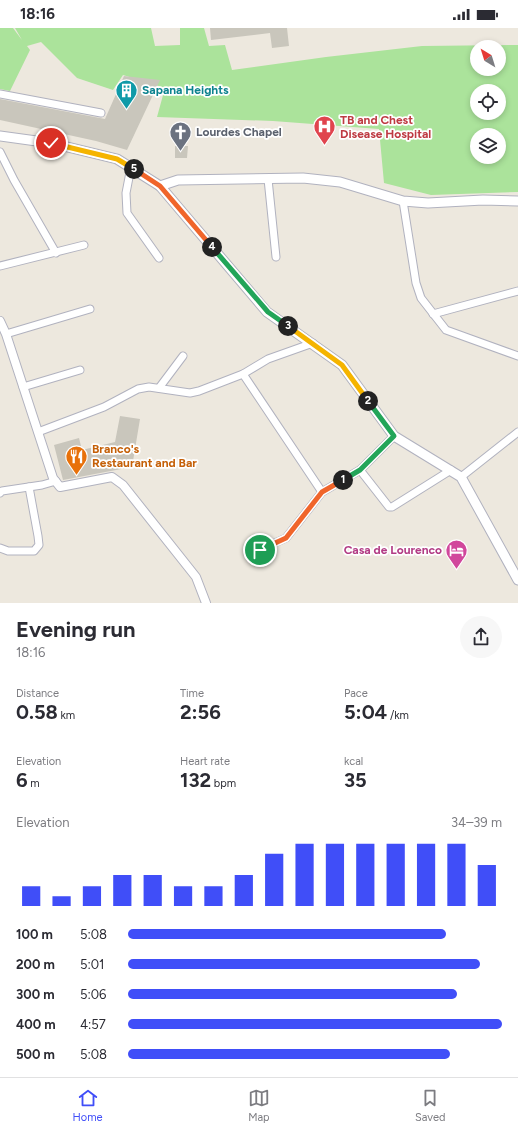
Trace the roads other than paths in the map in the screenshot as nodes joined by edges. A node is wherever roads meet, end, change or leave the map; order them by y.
1 (0, 94) edge
2 (101, 114) dead end
3 (0, 136) edge
4 (0, 152) edge
5 (131, 167) junction
6 (268, 179) junction
7 (160, 186) junction
8 (403, 201) junction
9 (518, 201) edge
10 (84, 245) dead end
11 (56, 253) junction
12 (276, 257) dead end
13 (159, 258) dead end
14 (0, 266) edge
15 (518, 290) edge
16 (90, 309) dead end
17 (433, 314) junction
18 (0, 321) edge
19 (6, 334) junction
20 (313, 343) junction
21 (183, 356) dead end
22 (518, 356) edge
23 (80, 370) dead end
24 (243, 374) junction
25 (23, 387) junction
26 (159, 388) junction
27 (38, 432) junction
28 (518, 432) edge
29 (394, 436) junction
30 (360, 470) junction
31 (451, 470) junction
32 (460, 477) junction
33 (56, 481) junction
34 (29, 487) junction
35 (322, 492) junction
36 (0, 493) edge
37 (0, 548) edge
38 (260, 550) dead end
39 (518, 580) edge
40 (206, 603) edge

1 - 2 street
3 - 5 main road
4 - 11 street
5 - 7 main road
5 - 13 street
6 - 7 main road
6 - 8 main road
6 - 12 street
7 - 20 main road
8 - 9 main road
8 - 17 street
10 - 11 street
11 - 14 street
15 - 17 street
16 - 19 street
17 - 22 street
18 - 19 street
19 - 25 street
20 - 24 street
20 - 29 main road
21 - 26 street
23 - 25 street
24 - 26 street
24 - 35 street
25 - 27 street
26 - 27 street
27 - 33 street
28 - 32 street
29 - 30 street
29 - 31 main road
30 - 31 street
30 - 35 street
31 - 32 main road
32 - 39 main road
33 - 34 street
33 - 40 street
34 - 36 street
34 - 37 street
35 - 38 street

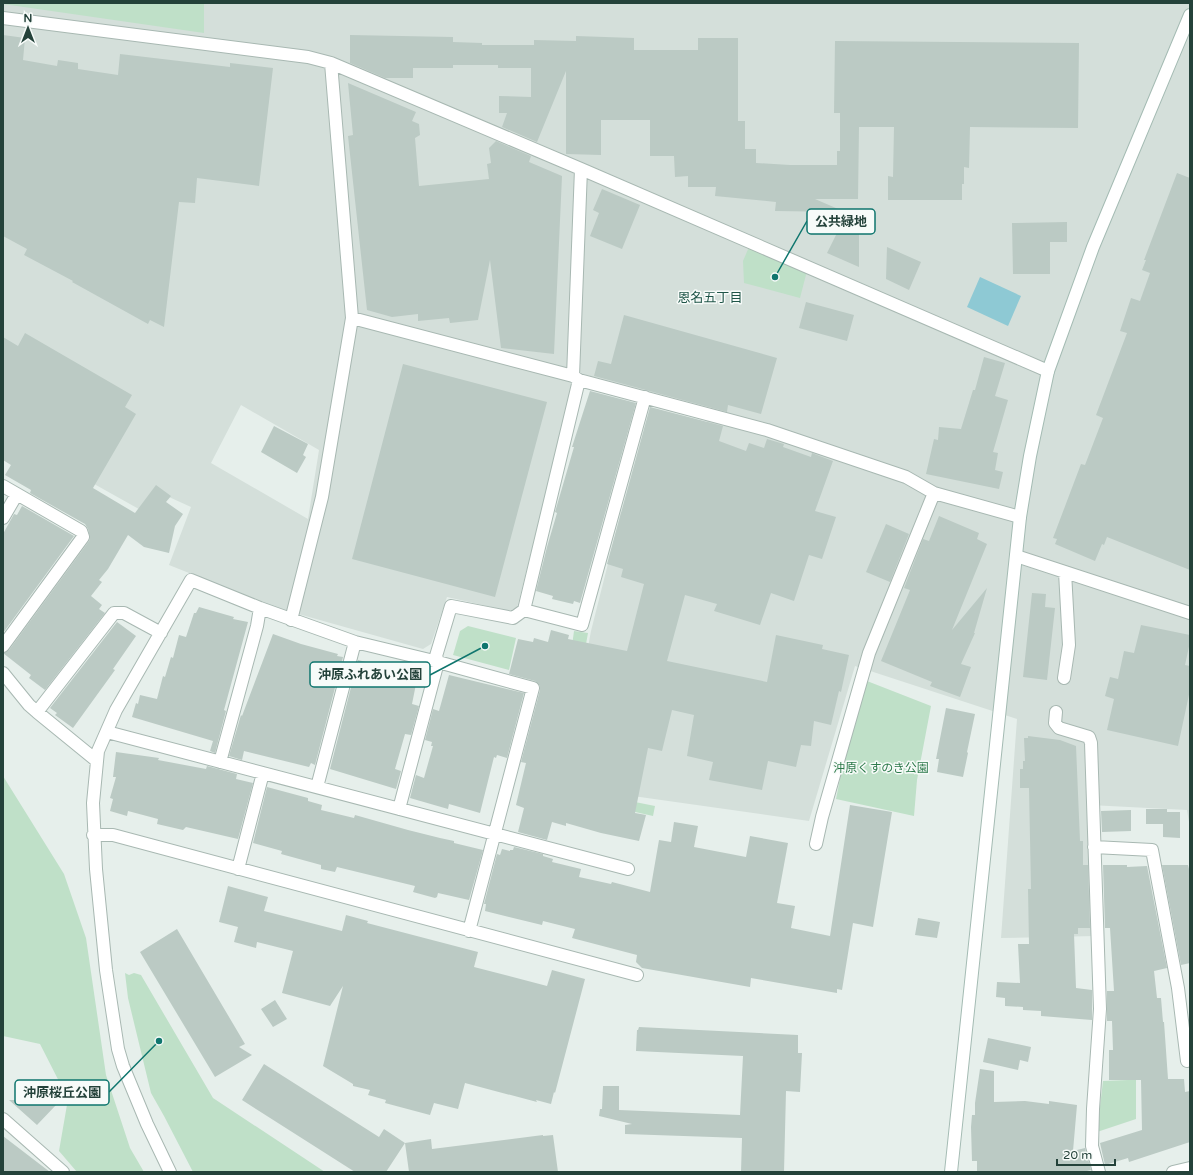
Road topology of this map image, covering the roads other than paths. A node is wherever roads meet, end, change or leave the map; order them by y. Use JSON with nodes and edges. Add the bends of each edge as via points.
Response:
{"nodes":[{"id":1,"x":1190,"y":15,"type":"edge"},
{"id":2,"x":3,"y":18,"type":"edge"},
{"id":3,"x":331,"y":63,"type":"junction"},
{"id":4,"x":581,"y":169,"type":"junction"},
{"id":5,"x":352,"y":318,"type":"junction"},
{"id":6,"x":1048,"y":371,"type":"junction"},
{"id":7,"x":576,"y":378,"type":"junction"},
{"id":8,"x":645,"y":397,"type":"junction"},
{"id":9,"x":3,"y":486,"type":"edge"},
{"id":10,"x":934,"y":493,"type":"junction"},
{"id":11,"x":17,"y":494,"type":"junction"},
{"id":12,"x":1020,"y":517,"type":"junction"},
{"id":13,"x":3,"y":518,"type":"edge"},
{"id":14,"x":1016,"y":556,"type":"junction"},
{"id":15,"x":1065,"y":572,"type":"junction"},
{"id":16,"x":260,"y":608,"type":"junction"},
{"id":17,"x":524,"y":610,"type":"junction"},
{"id":18,"x":1190,"y":613,"type":"edge"},
{"id":19,"x":291,"y":620,"type":"junction"},
{"id":20,"x":161,"y":633,"type":"junction"},
{"id":21,"x":355,"y":642,"type":"junction"},
{"id":22,"x":3,"y":646,"type":"edge"},
{"id":23,"x":438,"y":662,"type":"junction"},
{"id":24,"x":3,"y":672,"type":"edge"},
{"id":25,"x":1064,"y":678,"type":"dead end"},
{"id":26,"x":37,"y":712,"type":"junction"},
{"id":27,"x":1056,"y":712,"type":"dead end"},
{"id":28,"x":107,"y":732,"type":"junction"},
{"id":29,"x":96,"y":761,"type":"junction"},
{"id":30,"x":220,"y":762,"type":"junction"},
{"id":31,"x":263,"y":773,"type":"junction"},
{"id":32,"x":317,"y":787,"type":"junction"},
{"id":33,"x":399,"y":809,"type":"junction"},
{"id":34,"x":495,"y":833,"type":"junction"},
{"id":35,"x":93,"y":836,"type":"junction"},
{"id":36,"x":816,"y":844,"type":"dead end"},
{"id":37,"x":1094,"y":847,"type":"junction"},
{"id":38,"x":238,"y":869,"type":"junction"},
{"id":39,"x":628,"y":869,"type":"dead end"},
{"id":40,"x":469,"y":931,"type":"junction"},
{"id":41,"x":637,"y":975,"type":"dead end"},
{"id":42,"x":1187,"y":1061,"type":"dead end"},
{"id":43,"x":3,"y":1119,"type":"edge"},
{"id":44,"x":1190,"y":1168,"type":"edge"},
{"id":45,"x":63,"y":1172,"type":"edge"},
{"id":46,"x":170,"y":1172,"type":"edge"},
{"id":47,"x":950,"y":1172,"type":"edge"},
{"id":48,"x":1099,"y":1172,"type":"edge"},
{"id":49,"x":1173,"y":1172,"type":"edge"}],
"edges":[{"from":1,"to":6,"type":"street","via":[[1093,247]]},
{"from":2,"to":3,"type":"street","via":[[308,57]]},
{"from":3,"to":4,"type":"street"},
{"from":3,"to":5,"type":"street"},
{"from":4,"to":6,"type":"street"},
{"from":4,"to":7,"type":"street"},
{"from":5,"to":7,"type":"street"},
{"from":5,"to":19,"type":"street","via":[[322,496]]},
{"from":6,"to":12,"type":"street"},
{"from":7,"to":8,"type":"street"},
{"from":7,"to":17,"type":"street"},
{"from":8,"to":10,"type":"street","via":[[767,430],[906,477]]},
{"from":8,"to":17,"type":"street","via":[[582,625]]},
{"from":9,"to":11,"type":"street"},
{"from":10,"to":12,"type":"street"},
{"from":10,"to":36,"type":"street","via":[[869,653]]},
{"from":11,"to":13,"type":"street"},
{"from":11,"to":22,"type":"street","via":[[81,531],[83,537]]},
{"from":12,"to":14,"type":"street"},
{"from":14,"to":15,"type":"street"},
{"from":14,"to":47,"type":"street"},
{"from":15,"to":18,"type":"street"},
{"from":15,"to":25,"type":"street","via":[[1069,645]]},
{"from":16,"to":19,"type":"street"},
{"from":16,"to":20,"type":"street","via":[[191,580]]},
{"from":16,"to":30,"type":"street"},
{"from":17,"to":23,"type":"street","via":[[513,618],[452,606],[436,656]]},
{"from":19,"to":21,"type":"street"},
{"from":20,"to":26,"type":"street","via":[[124,613],[114,613]]},
{"from":20,"to":28,"type":"street","via":[[116,710]]},
{"from":21,"to":23,"type":"street"},
{"from":21,"to":32,"type":"street"},
{"from":23,"to":33,"type":"street"},
{"from":23,"to":34,"type":"street","via":[[533,688]]},
{"from":24,"to":26,"type":"street"},
{"from":26,"to":29,"type":"street"},
{"from":27,"to":37,"type":"street","via":[[1055,723],[1059,728],[1089,738],[1091,743]]},
{"from":28,"to":29,"type":"street"},
{"from":28,"to":30,"type":"street"},
{"from":29,"to":35,"type":"street"},
{"from":30,"to":31,"type":"street"},
{"from":31,"to":32,"type":"street"},
{"from":31,"to":38,"type":"street"},
{"from":32,"to":33,"type":"street"},
{"from":33,"to":34,"type":"street"},
{"from":34,"to":39,"type":"street"},
{"from":34,"to":40,"type":"street"},
{"from":35,"to":38,"type":"street","via":[[113,835]]},
{"from":35,"to":46,"type":"street","via":[[106,970],[118,1049],[147,1124]]},
{"from":37,"to":42,"type":"street","via":[[1152,850],[1178,988]]},
{"from":37,"to":48,"type":"street","via":[[1100,1009],[1092,1146]]},
{"from":38,"to":40,"type":"street"},
{"from":40,"to":41,"type":"street"},
{"from":43,"to":45,"type":"street"},
{"from":44,"to":49,"type":"street"}]}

────────────────────────────────────────

Work task: The material shown above is to be repeated verbatim, and its pictures are to be omitted.

Solution to this task:
Trace the roads other than paths in the map in the screenshot as nodes joined by edges. A node is wherever roads meet, end, change or leave the map; order them by y.
1 (0, 94) edge
2 (101, 114) dead end
3 (0, 136) edge
4 (0, 152) edge
5 (131, 167) junction
6 (268, 179) junction
7 (160, 186) junction
8 (403, 201) junction
9 (518, 201) edge
10 (84, 245) dead end
11 (56, 253) junction
12 (276, 257) dead end
13 (159, 258) dead end
14 (0, 266) edge
15 (518, 290) edge
16 (90, 309) dead end
17 (433, 314) junction
18 (0, 321) edge
19 (6, 334) junction
20 (313, 343) junction
21 (183, 356) dead end
22 (518, 356) edge
23 (80, 370) dead end
24 (243, 374) junction
25 (23, 387) junction
26 (159, 388) junction
27 (38, 432) junction
28 (518, 432) edge
29 (394, 436) junction
30 (360, 470) junction
31 (451, 470) junction
32 (460, 477) junction
33 (56, 481) junction
34 (29, 487) junction
35 (322, 492) junction
36 (0, 493) edge
37 (0, 548) edge
38 (260, 550) dead end
39 (518, 580) edge
40 (206, 603) edge

1 - 2 street
3 - 5 main road
4 - 11 street
5 - 7 main road
5 - 13 street
6 - 7 main road
6 - 8 main road
6 - 12 street
7 - 20 main road
8 - 9 main road
8 - 17 street
10 - 11 street
11 - 14 street
15 - 17 street
16 - 19 street
17 - 22 street
18 - 19 street
19 - 25 street
20 - 24 street
20 - 29 main road
21 - 26 street
23 - 25 street
24 - 26 street
24 - 35 street
25 - 27 street
26 - 27 street
27 - 33 street
28 - 32 street
29 - 30 street
29 - 31 main road
30 - 31 street
30 - 35 street
31 - 32 main road
32 - 39 main road
33 - 34 street
33 - 40 street
34 - 36 street
34 - 37 street
35 - 38 street

Road topology of this map image, covering the roads other than paths. A node is wherever roads meet, end, change or leave the map; order them by y. Use JSON with nodes and edges. Add the bends of each edge as via points.
Response:
{"nodes":[{"id":1,"x":1190,"y":15,"type":"edge"},
{"id":2,"x":3,"y":18,"type":"edge"},
{"id":3,"x":331,"y":63,"type":"junction"},
{"id":4,"x":581,"y":169,"type":"junction"},
{"id":5,"x":352,"y":318,"type":"junction"},
{"id":6,"x":1048,"y":371,"type":"junction"},
{"id":7,"x":576,"y":378,"type":"junction"},
{"id":8,"x":645,"y":397,"type":"junction"},
{"id":9,"x":3,"y":486,"type":"edge"},
{"id":10,"x":934,"y":493,"type":"junction"},
{"id":11,"x":17,"y":494,"type":"junction"},
{"id":12,"x":1020,"y":517,"type":"junction"},
{"id":13,"x":3,"y":518,"type":"edge"},
{"id":14,"x":1016,"y":556,"type":"junction"},
{"id":15,"x":1065,"y":572,"type":"junction"},
{"id":16,"x":260,"y":608,"type":"junction"},
{"id":17,"x":524,"y":610,"type":"junction"},
{"id":18,"x":1190,"y":613,"type":"edge"},
{"id":19,"x":291,"y":620,"type":"junction"},
{"id":20,"x":161,"y":633,"type":"junction"},
{"id":21,"x":355,"y":642,"type":"junction"},
{"id":22,"x":3,"y":646,"type":"edge"},
{"id":23,"x":438,"y":662,"type":"junction"},
{"id":24,"x":3,"y":672,"type":"edge"},
{"id":25,"x":1064,"y":678,"type":"dead end"},
{"id":26,"x":37,"y":712,"type":"junction"},
{"id":27,"x":1056,"y":712,"type":"dead end"},
{"id":28,"x":107,"y":732,"type":"junction"},
{"id":29,"x":96,"y":761,"type":"junction"},
{"id":30,"x":220,"y":762,"type":"junction"},
{"id":31,"x":263,"y":773,"type":"junction"},
{"id":32,"x":317,"y":787,"type":"junction"},
{"id":33,"x":399,"y":809,"type":"junction"},
{"id":34,"x":495,"y":833,"type":"junction"},
{"id":35,"x":93,"y":836,"type":"junction"},
{"id":36,"x":816,"y":844,"type":"dead end"},
{"id":37,"x":1094,"y":847,"type":"junction"},
{"id":38,"x":238,"y":869,"type":"junction"},
{"id":39,"x":628,"y":869,"type":"dead end"},
{"id":40,"x":469,"y":931,"type":"junction"},
{"id":41,"x":637,"y":975,"type":"dead end"},
{"id":42,"x":1187,"y":1061,"type":"dead end"},
{"id":43,"x":3,"y":1119,"type":"edge"},
{"id":44,"x":1190,"y":1168,"type":"edge"},
{"id":45,"x":63,"y":1172,"type":"edge"},
{"id":46,"x":170,"y":1172,"type":"edge"},
{"id":47,"x":950,"y":1172,"type":"edge"},
{"id":48,"x":1099,"y":1172,"type":"edge"},
{"id":49,"x":1173,"y":1172,"type":"edge"}],
"edges":[{"from":1,"to":6,"type":"street","via":[[1093,247]]},
{"from":2,"to":3,"type":"street","via":[[308,57]]},
{"from":3,"to":4,"type":"street"},
{"from":3,"to":5,"type":"street"},
{"from":4,"to":6,"type":"street"},
{"from":4,"to":7,"type":"street"},
{"from":5,"to":7,"type":"street"},
{"from":5,"to":19,"type":"street","via":[[322,496]]},
{"from":6,"to":12,"type":"street"},
{"from":7,"to":8,"type":"street"},
{"from":7,"to":17,"type":"street"},
{"from":8,"to":10,"type":"street","via":[[767,430],[906,477]]},
{"from":8,"to":17,"type":"street","via":[[582,625]]},
{"from":9,"to":11,"type":"street"},
{"from":10,"to":12,"type":"street"},
{"from":10,"to":36,"type":"street","via":[[869,653]]},
{"from":11,"to":13,"type":"street"},
{"from":11,"to":22,"type":"street","via":[[81,531],[83,537]]},
{"from":12,"to":14,"type":"street"},
{"from":14,"to":15,"type":"street"},
{"from":14,"to":47,"type":"street"},
{"from":15,"to":18,"type":"street"},
{"from":15,"to":25,"type":"street","via":[[1069,645]]},
{"from":16,"to":19,"type":"street"},
{"from":16,"to":20,"type":"street","via":[[191,580]]},
{"from":16,"to":30,"type":"street"},
{"from":17,"to":23,"type":"street","via":[[513,618],[452,606],[436,656]]},
{"from":19,"to":21,"type":"street"},
{"from":20,"to":26,"type":"street","via":[[124,613],[114,613]]},
{"from":20,"to":28,"type":"street","via":[[116,710]]},
{"from":21,"to":23,"type":"street"},
{"from":21,"to":32,"type":"street"},
{"from":23,"to":33,"type":"street"},
{"from":23,"to":34,"type":"street","via":[[533,688]]},
{"from":24,"to":26,"type":"street"},
{"from":26,"to":29,"type":"street"},
{"from":27,"to":37,"type":"street","via":[[1055,723],[1059,728],[1089,738],[1091,743]]},
{"from":28,"to":29,"type":"street"},
{"from":28,"to":30,"type":"street"},
{"from":29,"to":35,"type":"street"},
{"from":30,"to":31,"type":"street"},
{"from":31,"to":32,"type":"street"},
{"from":31,"to":38,"type":"street"},
{"from":32,"to":33,"type":"street"},
{"from":33,"to":34,"type":"street"},
{"from":34,"to":39,"type":"street"},
{"from":34,"to":40,"type":"street"},
{"from":35,"to":38,"type":"street","via":[[113,835]]},
{"from":35,"to":46,"type":"street","via":[[106,970],[118,1049],[147,1124]]},
{"from":37,"to":42,"type":"street","via":[[1152,850],[1178,988]]},
{"from":37,"to":48,"type":"street","via":[[1100,1009],[1092,1146]]},
{"from":38,"to":40,"type":"street"},
{"from":40,"to":41,"type":"street"},
{"from":43,"to":45,"type":"street"},
{"from":44,"to":49,"type":"street"}]}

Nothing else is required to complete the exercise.